Он услышал свой изменивший тревожный голос:
– Я свернул в рощу и пошел более коротким путем, к Мельничным воротам. Там есть келья, где можно обсушиться. А потом – сюда, к лазарету…
– Услышать исповедь? – Это была уже легкая насмешка, но ему стало легче: значит, его больше ни в чем не подозревают? Допрос кончился. Он оправдан…
– Довольно, Ральф, – произнесла Анна. – Вы не дали брату Томасу отдышаться после долгого похода и сразу набросились с вопросами. Он же совсем измучен.
Она слегка прикоснулась к спине Томаса.
– Прости меня, брат, – сказал ему Ральф. – Как справедливо замечает эта женщина, мне не хватает хорошего воспитания. Но зато вполне хватает моей дьявольской работенки.
– Да, ужасное убийство предстоит раскрыть вам, коронер, – проговорила хранившая все это время молчание Элинор. – И, конечно, любые сведения могут помочь.
Томас понял ее слова как обращенное к нему предложение сказать еще что-то и неохотно заговорил опять:
– С утра сегодня на дороге было много попутчиков, но когда миновали деревню, то потом я уже был один… да, совсем один. Остальные задержались там…
Он замолчал. Что же еще сказать? Про ощущение, будто его кто-то преследует? Нет, это ни к чему. Ну, а раскрывать, зачем он был в Йорке, уж тем более он не имеет права.
Ральф, видимо, позабыл о нем и думать: он уставился на потолок больничной палаты словно плотник, изучающий результаты своей работы, и потом, взглянув на Элинор, произнес:
– Мертвец все еще лежит, привязанный к лошади моего помощника. Я полагаю, сестра Анна должна его осмотреть… Со своей стороны я помогу в чем нужно…
– Конечно, Ральф. Пускай этот скорбный груз доставят ко входу в мужскую часовню. Там его положат на подставку и прикроют, я распоряжусь.
– Благодарю, миледи.
Элинор сделала знак Анне, они обе вышли из палаты. Ральф так долго смотрел им вслед, что Томас решил: тот забыл о его присутствии, и напомнил о себе, кашлянув.

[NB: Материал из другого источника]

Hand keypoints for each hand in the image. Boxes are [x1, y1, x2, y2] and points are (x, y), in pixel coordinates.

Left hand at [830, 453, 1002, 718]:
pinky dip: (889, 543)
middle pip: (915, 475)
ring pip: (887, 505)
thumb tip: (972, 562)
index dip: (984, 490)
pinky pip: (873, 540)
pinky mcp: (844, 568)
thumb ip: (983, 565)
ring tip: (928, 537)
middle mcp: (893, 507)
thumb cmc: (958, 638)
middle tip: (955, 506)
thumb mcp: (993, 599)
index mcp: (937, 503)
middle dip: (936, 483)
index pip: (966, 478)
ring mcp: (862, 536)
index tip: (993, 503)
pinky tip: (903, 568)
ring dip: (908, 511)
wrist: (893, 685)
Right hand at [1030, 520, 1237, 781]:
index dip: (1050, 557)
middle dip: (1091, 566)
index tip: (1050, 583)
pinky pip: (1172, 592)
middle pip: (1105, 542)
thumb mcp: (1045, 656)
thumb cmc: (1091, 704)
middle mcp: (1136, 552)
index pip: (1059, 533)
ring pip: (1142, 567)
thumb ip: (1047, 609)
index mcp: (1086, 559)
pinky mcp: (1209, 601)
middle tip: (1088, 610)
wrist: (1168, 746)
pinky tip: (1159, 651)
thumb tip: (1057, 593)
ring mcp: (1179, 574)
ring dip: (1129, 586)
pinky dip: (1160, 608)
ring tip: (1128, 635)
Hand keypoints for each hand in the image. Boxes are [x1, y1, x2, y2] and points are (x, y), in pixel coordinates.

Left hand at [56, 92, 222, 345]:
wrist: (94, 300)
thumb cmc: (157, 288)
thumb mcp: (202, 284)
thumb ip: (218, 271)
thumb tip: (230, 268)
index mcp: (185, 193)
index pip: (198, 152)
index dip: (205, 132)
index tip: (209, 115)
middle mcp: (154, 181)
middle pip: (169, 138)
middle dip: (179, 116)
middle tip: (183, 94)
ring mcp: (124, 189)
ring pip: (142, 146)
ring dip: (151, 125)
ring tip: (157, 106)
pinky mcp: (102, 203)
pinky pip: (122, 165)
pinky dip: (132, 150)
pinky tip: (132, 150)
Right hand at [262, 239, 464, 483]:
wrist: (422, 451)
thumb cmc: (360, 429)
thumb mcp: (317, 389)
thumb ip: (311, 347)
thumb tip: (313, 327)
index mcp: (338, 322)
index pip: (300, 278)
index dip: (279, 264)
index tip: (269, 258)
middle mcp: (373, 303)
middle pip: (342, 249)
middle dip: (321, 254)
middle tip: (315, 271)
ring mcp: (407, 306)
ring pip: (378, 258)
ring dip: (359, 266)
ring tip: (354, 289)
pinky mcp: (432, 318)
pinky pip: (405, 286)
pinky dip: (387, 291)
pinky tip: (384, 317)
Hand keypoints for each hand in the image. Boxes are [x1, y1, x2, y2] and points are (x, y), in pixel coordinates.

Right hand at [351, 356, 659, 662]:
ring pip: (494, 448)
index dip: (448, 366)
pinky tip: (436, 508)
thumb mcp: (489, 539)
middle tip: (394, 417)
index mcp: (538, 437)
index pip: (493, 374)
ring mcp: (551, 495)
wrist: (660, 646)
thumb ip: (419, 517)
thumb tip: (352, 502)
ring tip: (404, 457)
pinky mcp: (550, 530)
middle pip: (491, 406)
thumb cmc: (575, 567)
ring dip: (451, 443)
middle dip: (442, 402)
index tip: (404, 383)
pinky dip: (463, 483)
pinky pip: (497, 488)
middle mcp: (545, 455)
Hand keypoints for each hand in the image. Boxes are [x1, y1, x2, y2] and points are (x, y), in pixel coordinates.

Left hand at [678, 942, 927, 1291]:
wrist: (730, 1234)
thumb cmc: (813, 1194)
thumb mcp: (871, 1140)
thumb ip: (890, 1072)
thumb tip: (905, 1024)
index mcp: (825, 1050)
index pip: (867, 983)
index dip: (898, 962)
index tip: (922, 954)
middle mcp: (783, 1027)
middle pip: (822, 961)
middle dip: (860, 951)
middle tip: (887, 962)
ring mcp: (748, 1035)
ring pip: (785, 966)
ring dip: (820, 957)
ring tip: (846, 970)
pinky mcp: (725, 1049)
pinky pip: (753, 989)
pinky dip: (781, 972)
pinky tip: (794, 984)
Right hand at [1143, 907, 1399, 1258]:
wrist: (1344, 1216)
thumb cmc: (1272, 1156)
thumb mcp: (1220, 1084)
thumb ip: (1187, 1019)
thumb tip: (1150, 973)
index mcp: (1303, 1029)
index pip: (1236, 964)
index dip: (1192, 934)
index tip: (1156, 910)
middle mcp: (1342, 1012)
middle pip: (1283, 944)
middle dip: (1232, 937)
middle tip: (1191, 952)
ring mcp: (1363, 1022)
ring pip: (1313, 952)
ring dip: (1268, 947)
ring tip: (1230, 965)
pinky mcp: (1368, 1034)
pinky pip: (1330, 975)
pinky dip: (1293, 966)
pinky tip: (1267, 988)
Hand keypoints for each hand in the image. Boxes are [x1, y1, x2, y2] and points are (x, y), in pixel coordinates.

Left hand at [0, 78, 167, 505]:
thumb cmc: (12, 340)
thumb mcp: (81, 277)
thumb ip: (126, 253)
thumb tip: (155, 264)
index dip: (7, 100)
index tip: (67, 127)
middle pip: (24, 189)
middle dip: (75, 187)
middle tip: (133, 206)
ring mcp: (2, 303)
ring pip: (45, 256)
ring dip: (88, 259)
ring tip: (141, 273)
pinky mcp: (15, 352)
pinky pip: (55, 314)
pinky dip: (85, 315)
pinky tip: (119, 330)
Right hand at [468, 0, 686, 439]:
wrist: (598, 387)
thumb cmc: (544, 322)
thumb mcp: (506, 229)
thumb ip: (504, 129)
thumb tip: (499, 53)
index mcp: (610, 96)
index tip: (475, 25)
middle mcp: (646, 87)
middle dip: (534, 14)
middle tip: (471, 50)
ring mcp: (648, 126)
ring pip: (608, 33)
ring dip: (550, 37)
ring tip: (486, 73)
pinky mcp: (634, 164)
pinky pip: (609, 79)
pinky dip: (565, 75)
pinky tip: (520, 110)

Ральф повернулся к нему и быстро проговорил:
– Вы разве не пойдете в часовню, брат? Когда мертвеца положат там, я бы хотел, чтобы вы взглянули на его лицо. Может, узнаете в нем одного из сегодняшних попутчиков?
– Хорошо, коронер, я пойду туда с вами.
Он на секунду прикрыл глаза и почувствовал, что почти освободился от прежней тяжести, давившей на душу. Но почему она не оставит его совсем? Почему он никак не может забыть то время в темнице, когда он валялся в собственных нечистотах, а крысы шныряли по его беспомощному телу? Пора, пора выкинуть все это из головы и жить настоящим.
А в настоящем требуется, чтобы он пошел сейчас в часовню и посмотрел в лицо мертвецу. И он сделает это. А прошлое пускай остается в прошлом.